Avec Diamant brut, Agathe Riedinger signe l’un des premiers longs-métrages phares de l’année, mais aussi un portrait juvénile troublant et vivifiant, reflet du monde moderne.
Liane a des idoles. Liane veut devenir une fille de son temps, elle vénère les réseaux sociaux, ses icônes et son monde de followers. À défaut d’amour véritable, d’encouragement, de bagage socioculturel, de reconnaissance sociétale, elle veut se construire son destin à la force de son smartphone, passeport vers l’idéal. Comme ses compatriotes Loana et Nabilla avant elle, comme LA référence mondiale Kim Kardashian, elle veut devenir célèbre pour elle-même. Elle est même persuadée qu’elle va le devenir. Alors, elle tente le casting de Miracle Island et elle attend d’être élue. Touchée par la grâce divine. Entre trivial et sacré, la réalisatrice Agathe Riedinger construit le portrait d’une héroïne des temps modernes, emblématique de centaines d’adolescentes et de jeunes femmes (mais aussi de garçons), avides de célébrité et de réussite immédiate. Liane en est une quintessence, en prolongement de son court-métrage J’attends Jupiter, où la donzelle, gymnaste amateure, espérait déjà le coup de fil miraculeux qui l’arracherait à son midi aride.
La précision d’écriture de la cinéaste se mêle à une observation minutieuse de la féminité en mode aura fantasmatique de la télé-réalité. Agathe Riedinger en reste une spectatrice assidue depuis le programme pionnier Le Loft, passionnée par la quête de ces êtres qui n’ont qu’eux-mêmes à exposer, et pas de compétence spécifique, culinaire ou d’un incroyable talent. La frontalité de la mise en scène et la science de la durée des plans confèrent au film une force parfois sidérante. En témoigne la séquence du casting, qui symbolise parfaitement ce que cherche la créatrice : faire ressentir et éprouver une forme de réel, via les filtres de la fiction et du grand écran, en laissant aussi une part de mystère au hors-champ. Mission réussie. Difficile de rester de marbre devant le cheminement de Liane dans la jungle de l’existence. L’autrice fait de sa protagoniste une créature qui décide, avance, impose, avec son corps comme armure. Prête à jouer le jeu de la surexposition digitale et physique, et endossant le costume d’une hypersexualisation, tout en restant vierge. Ambivalence du paradoxe.

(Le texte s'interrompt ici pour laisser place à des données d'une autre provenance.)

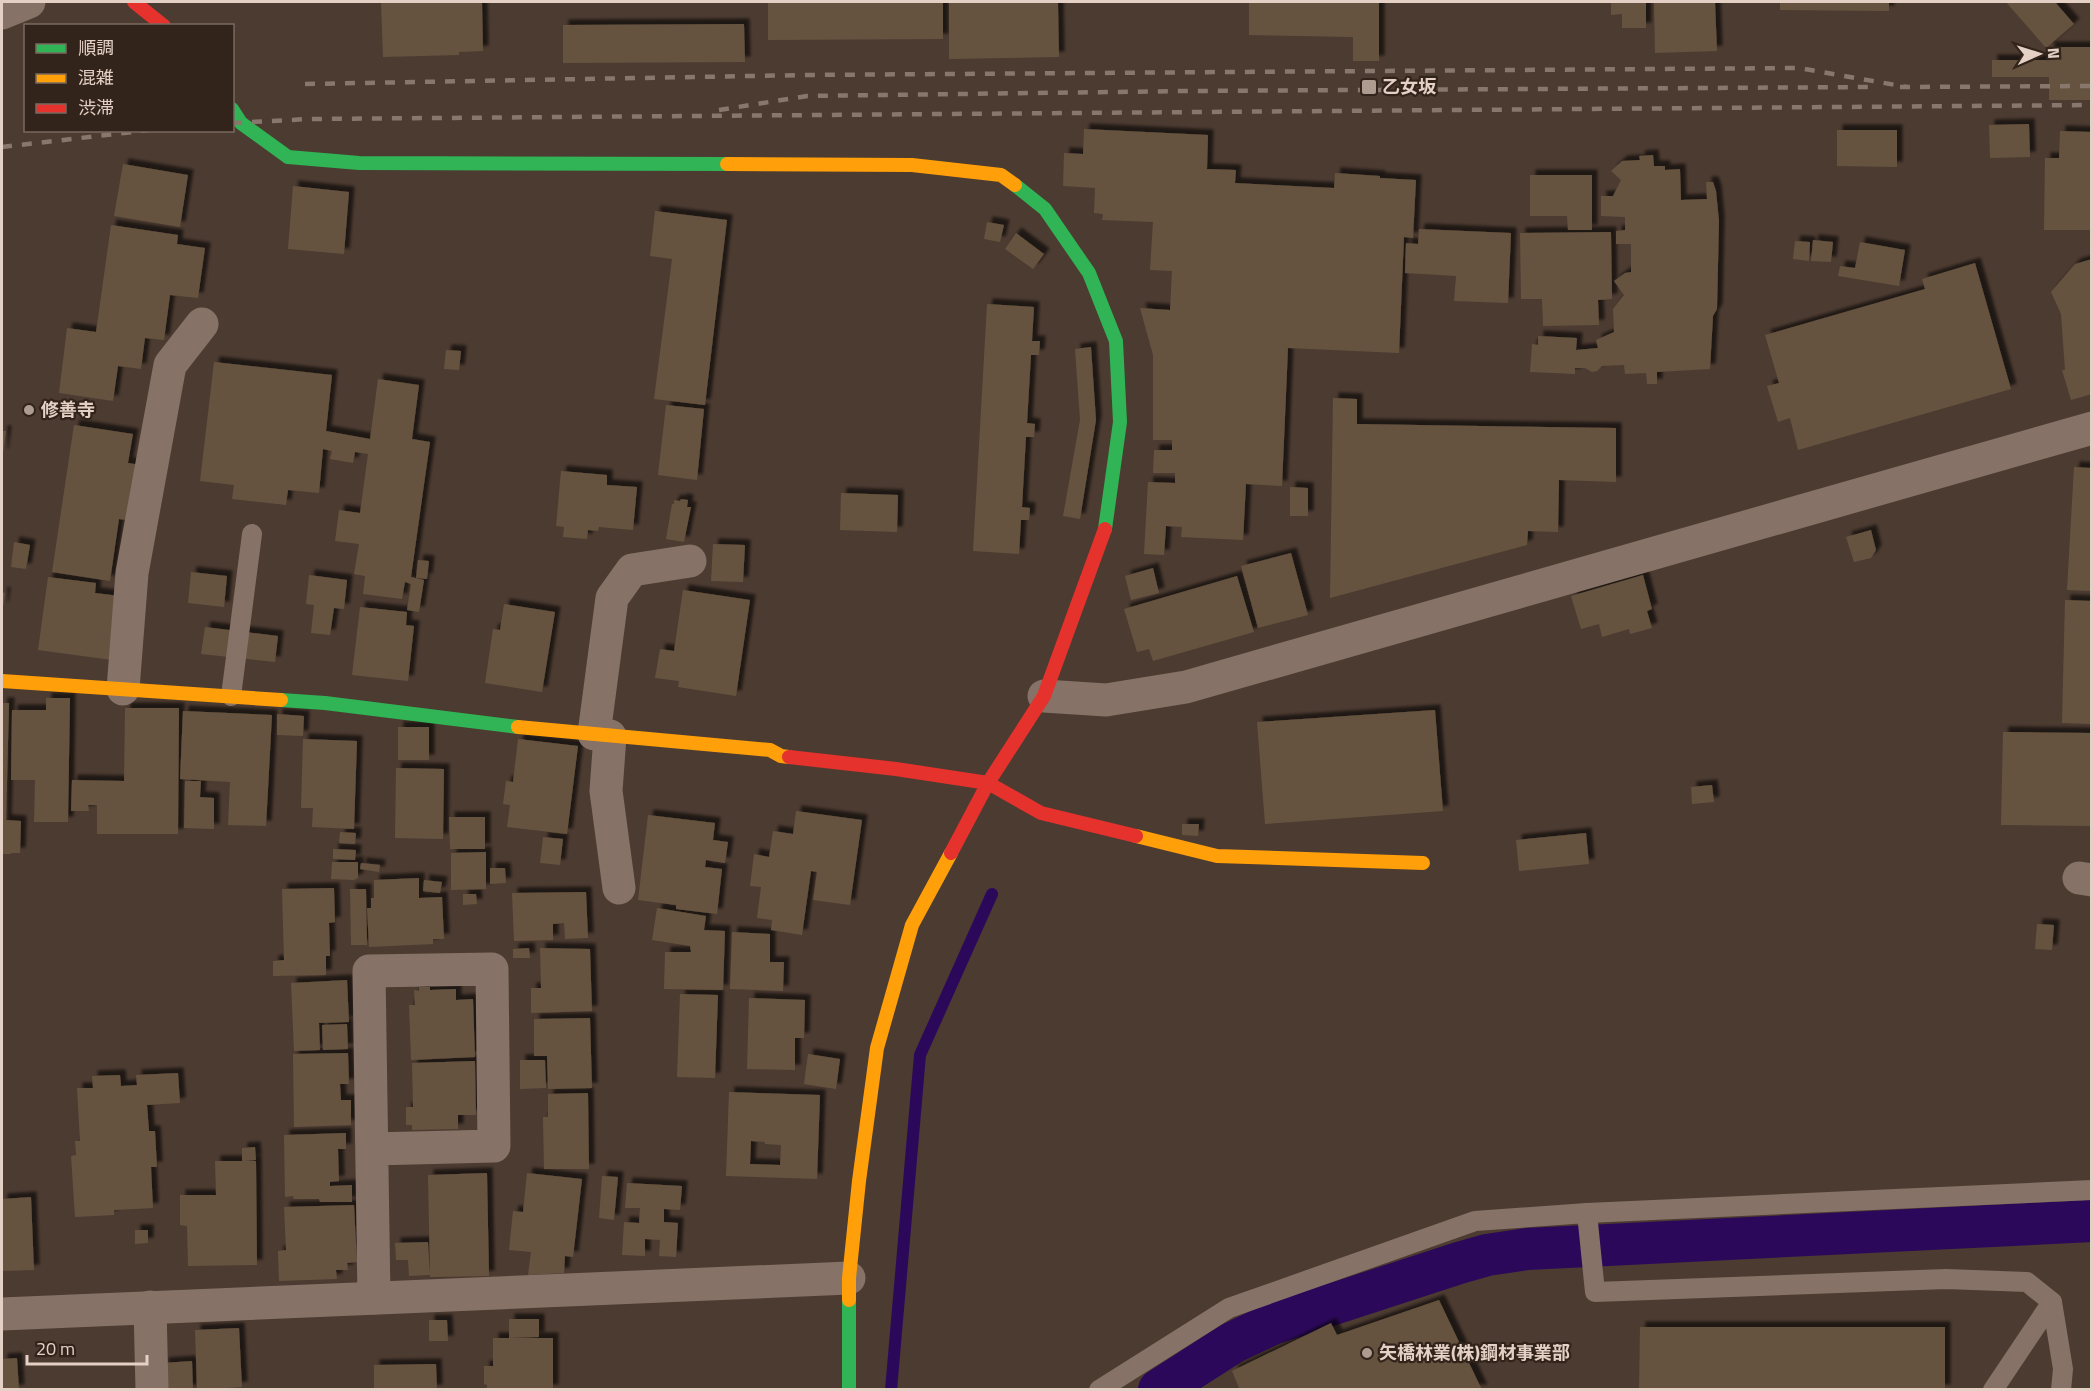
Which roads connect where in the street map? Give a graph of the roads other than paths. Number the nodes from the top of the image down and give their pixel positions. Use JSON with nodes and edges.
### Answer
{"nodes":[{"id":1,"x":28,"y":2,"type":"edge"},
{"id":2,"x":134,"y":2,"type":"edge"},
{"id":3,"x":2,"y":13,"type":"edge"},
{"id":4,"x":162,"y":24,"type":"edge"},
{"id":5,"x":234,"y":112,"type":"edge"},
{"id":6,"x":202,"y":324,"type":"dead end"},
{"id":7,"x":2091,"y":428,"type":"edge"},
{"id":8,"x":252,"y":534,"type":"dead end"},
{"id":9,"x":690,"y":561,"type":"dead end"},
{"id":10,"x":2,"y":681,"type":"edge"},
{"id":11,"x":123,"y":689,"type":"junction"},
{"id":12,"x":231,"y":696,"type":"junction"},
{"id":13,"x":1044,"y":696,"type":"junction"},
{"id":14,"x":602,"y":735,"type":"junction"},
{"id":15,"x":988,"y":783,"type":"junction"},
{"id":16,"x":1423,"y":863,"type":"dead end"},
{"id":17,"x":619,"y":888,"type":"dead end"},
{"id":18,"x":372,"y":1149,"type":"junction"},
{"id":19,"x":2091,"y":1190,"type":"edge"},
{"id":20,"x":1587,"y":1213,"type":"junction"},
{"id":21,"x":849,"y":1278,"type":"junction"},
{"id":22,"x":374,"y":1298,"type":"junction"},
{"id":23,"x":2052,"y":1302,"type":"junction"},
{"id":24,"x":150,"y":1307,"type":"junction"},
{"id":25,"x":2,"y":1314,"type":"edge"},
{"id":26,"x":152,"y":1389,"type":"edge"},
{"id":27,"x":849,"y":1389,"type":"edge"},
{"id":28,"x":1099,"y":1389,"type":"edge"},
{"id":29,"x":1993,"y":1389,"type":"edge"},
{"id":30,"x":2061,"y":1389,"type":"edge"}],
"edges":[{"from":1,"to":3,"type":"street"},
{"from":2,"to":4,"type":"street"},
{"from":5,"to":13,"type":"street"},
{"from":6,"to":11,"type":"street"},
{"from":7,"to":13,"type":"street"},
{"from":8,"to":12,"type":"lane"},
{"from":9,"to":14,"type":"street"},
{"from":10,"to":11,"type":"street"},
{"from":11,"to":12,"type":"street"},
{"from":12,"to":14,"type":"street"},
{"from":13,"to":15,"type":"street"},
{"from":14,"to":15,"type":"street"},
{"from":14,"to":17,"type":"street"},
{"from":15,"to":16,"type":"street"},
{"from":15,"to":21,"type":"street"},
{"from":18,"to":18,"type":"street"},
{"from":18,"to":22,"type":"street"},
{"from":19,"to":20,"type":"lane"},
{"from":20,"to":23,"type":"lane"},
{"from":20,"to":28,"type":"lane"},
{"from":21,"to":22,"type":"street"},
{"from":21,"to":27,"type":"street"},
{"from":22,"to":24,"type":"street"},
{"from":23,"to":29,"type":"lane"},
{"from":23,"to":30,"type":"lane"},
{"from":24,"to":25,"type":"street"},
{"from":24,"to":26,"type":"street"}]}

La débutante Malou Khebizi impressionne par sa captation du personnage et de son essence, faite de pesanteur et de grâce. Face à elle, des incarnations terriennes et sensibles à la fois, d’Andréa Bescond, étonnante en mère brute de décoffrage, à Idir Azougli, inspiré en amoureux à la masculinité tranquille comme vulnérable. Sans oublier Alexis Manenti, devenu l’aîné de ce dernier, après avoir campé le mec de Liane dans J’attends Jupiter. Toutes et tous prodiguent à cette immersion intime une richesse humaine, que la forme accompagne avec méticulosité. De l’image du directeur de la photographie Noé Bach – qui mêle la crudité solaire du Var populaire au glitter flashy de l’univers de Liane -, aux effets graphiques jouant des sms et des incantations intérieures, et à la bande sonore, de souffles en sons qui craquent, de titres hypnotiques en accords de violoncelle signés Audrey Ismaël. Diamant brut interpelle, et s’avère un écrin rare, révélant progressivement ses multiples facettes, de la puissance à la fragilité, de l’éclat au silence.